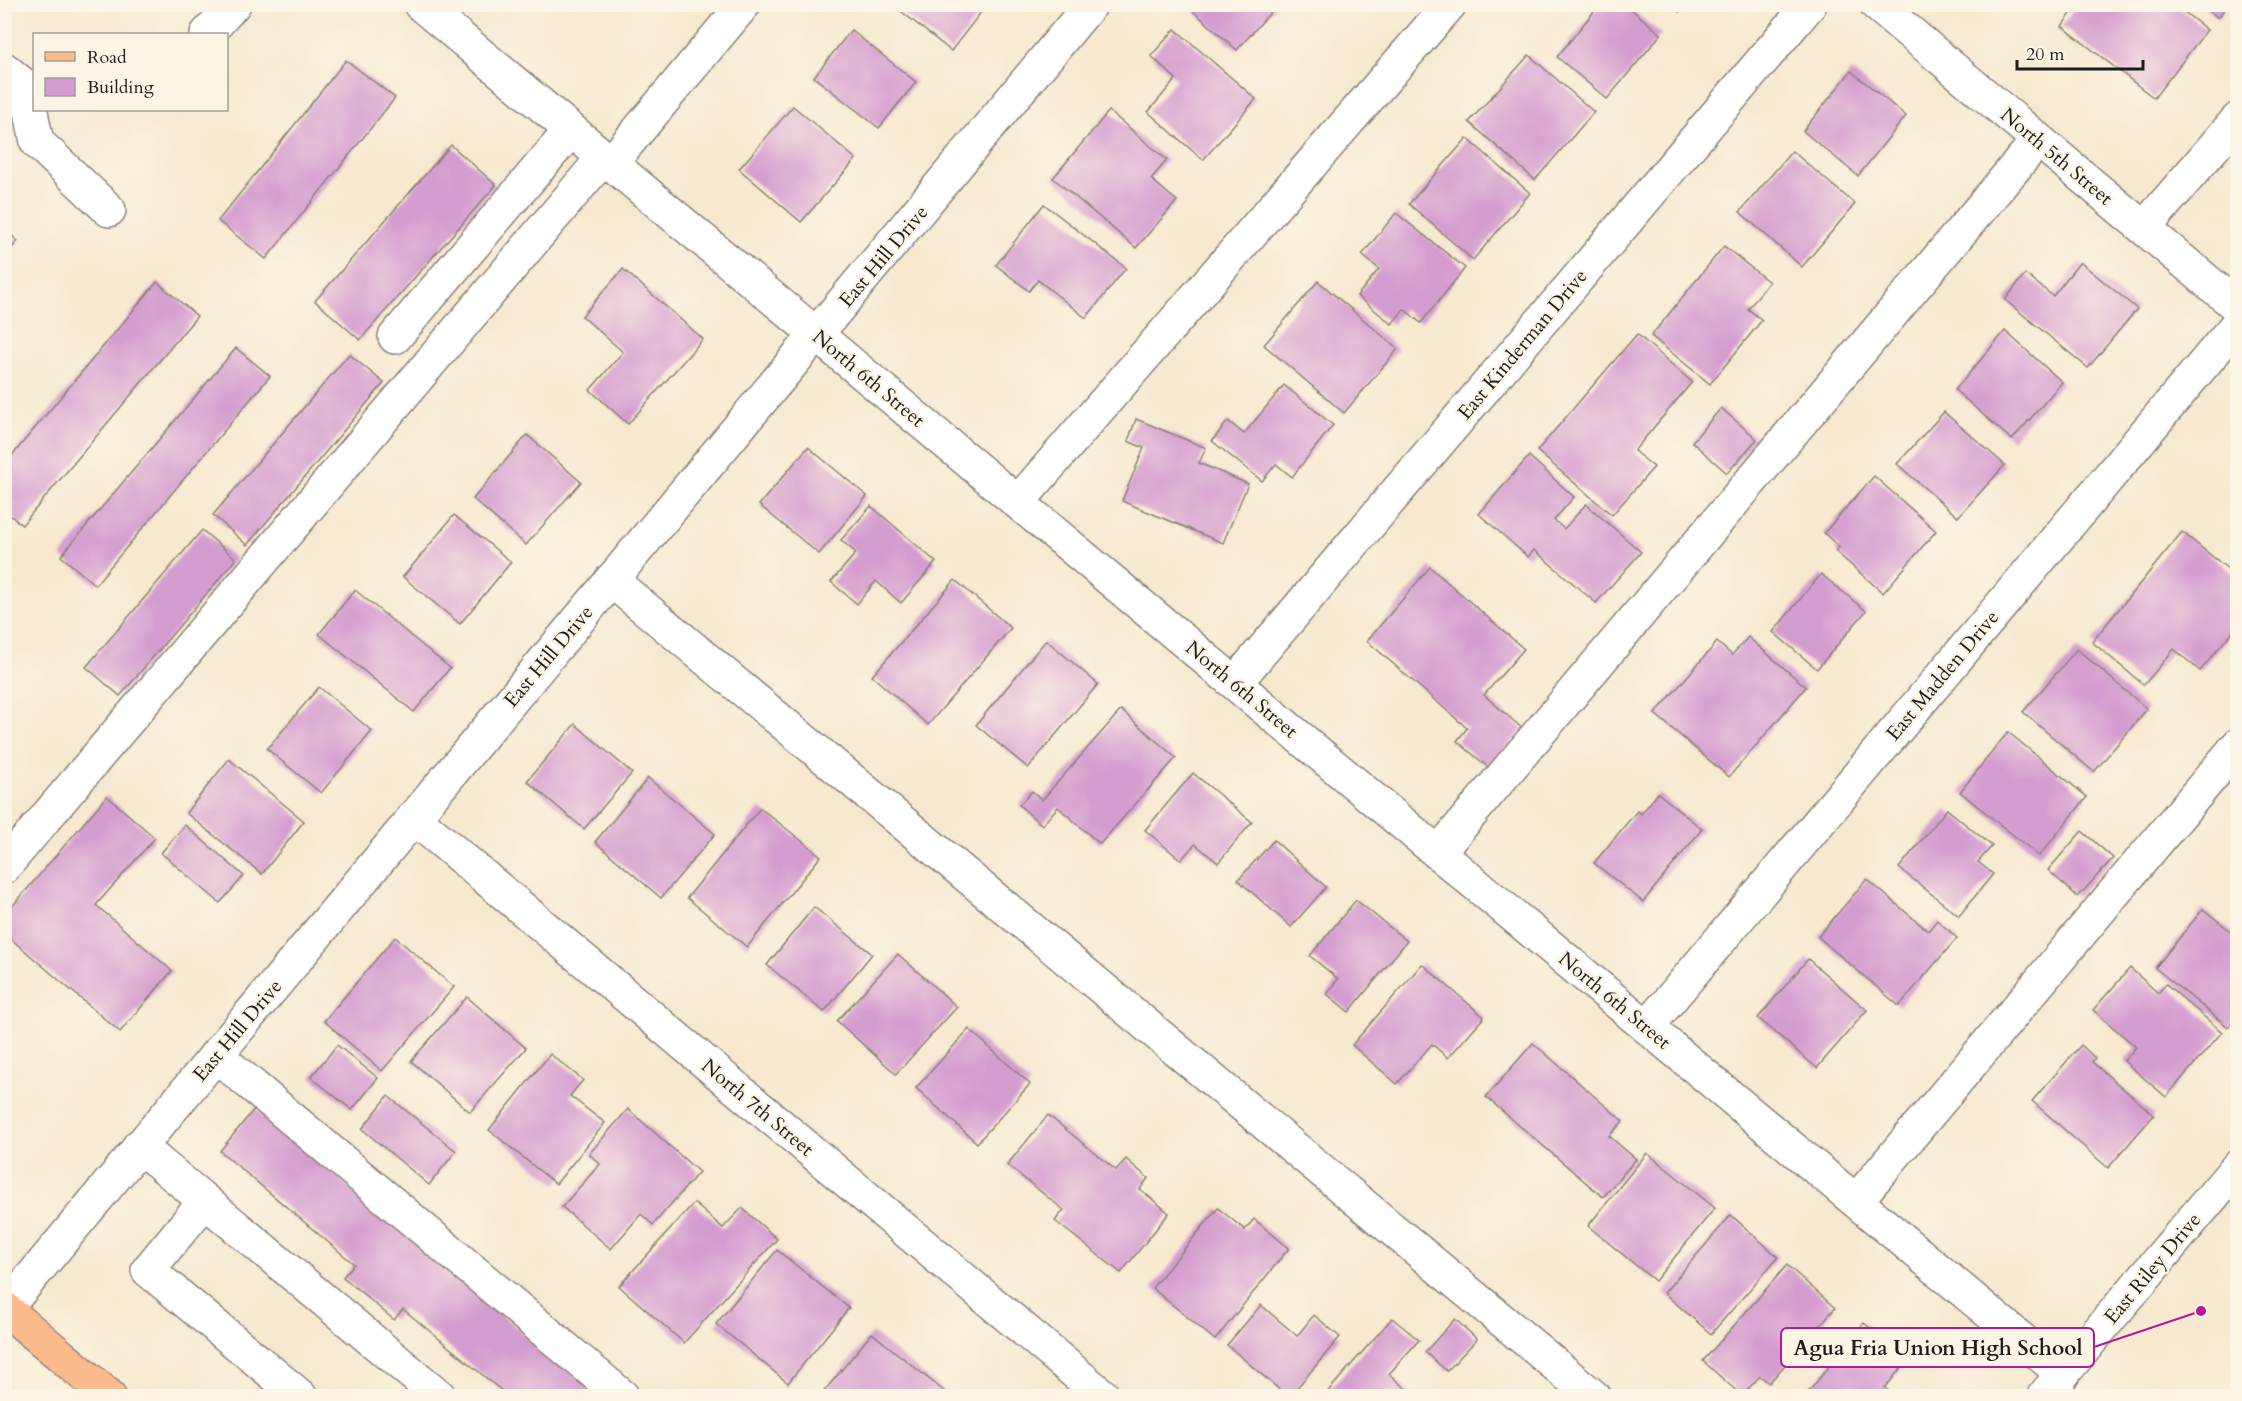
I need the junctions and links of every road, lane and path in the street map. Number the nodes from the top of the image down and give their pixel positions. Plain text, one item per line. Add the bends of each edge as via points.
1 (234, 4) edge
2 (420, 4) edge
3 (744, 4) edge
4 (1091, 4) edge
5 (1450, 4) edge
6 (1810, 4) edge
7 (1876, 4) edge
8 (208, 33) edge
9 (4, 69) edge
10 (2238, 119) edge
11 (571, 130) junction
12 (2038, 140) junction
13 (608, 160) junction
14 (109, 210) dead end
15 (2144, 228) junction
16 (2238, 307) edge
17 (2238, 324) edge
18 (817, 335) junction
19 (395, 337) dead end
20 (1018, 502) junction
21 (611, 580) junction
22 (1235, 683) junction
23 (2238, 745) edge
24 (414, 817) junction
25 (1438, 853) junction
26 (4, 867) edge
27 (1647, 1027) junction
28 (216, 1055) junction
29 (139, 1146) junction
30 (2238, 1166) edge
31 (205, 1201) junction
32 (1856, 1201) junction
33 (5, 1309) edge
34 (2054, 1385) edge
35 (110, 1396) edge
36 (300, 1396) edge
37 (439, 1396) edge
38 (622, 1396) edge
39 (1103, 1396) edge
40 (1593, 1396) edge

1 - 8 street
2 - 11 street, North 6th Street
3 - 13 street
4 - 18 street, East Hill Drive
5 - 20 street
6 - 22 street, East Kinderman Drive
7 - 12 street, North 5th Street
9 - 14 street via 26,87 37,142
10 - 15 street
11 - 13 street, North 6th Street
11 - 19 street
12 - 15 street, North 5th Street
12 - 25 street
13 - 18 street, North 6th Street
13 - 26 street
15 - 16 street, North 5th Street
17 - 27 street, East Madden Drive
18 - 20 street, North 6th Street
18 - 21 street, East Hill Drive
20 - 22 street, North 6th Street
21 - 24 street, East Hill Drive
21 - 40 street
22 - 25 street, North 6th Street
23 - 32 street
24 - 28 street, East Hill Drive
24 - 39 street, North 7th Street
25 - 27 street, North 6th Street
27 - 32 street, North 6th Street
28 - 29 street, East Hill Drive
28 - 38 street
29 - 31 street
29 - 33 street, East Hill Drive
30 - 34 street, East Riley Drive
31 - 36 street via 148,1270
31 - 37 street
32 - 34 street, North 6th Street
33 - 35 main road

__DIRECTIONS__. Pull out the lines above in which the word "dead" appears.

__TASK SOLUTION__.
14 (109, 210) dead end
19 (395, 337) dead end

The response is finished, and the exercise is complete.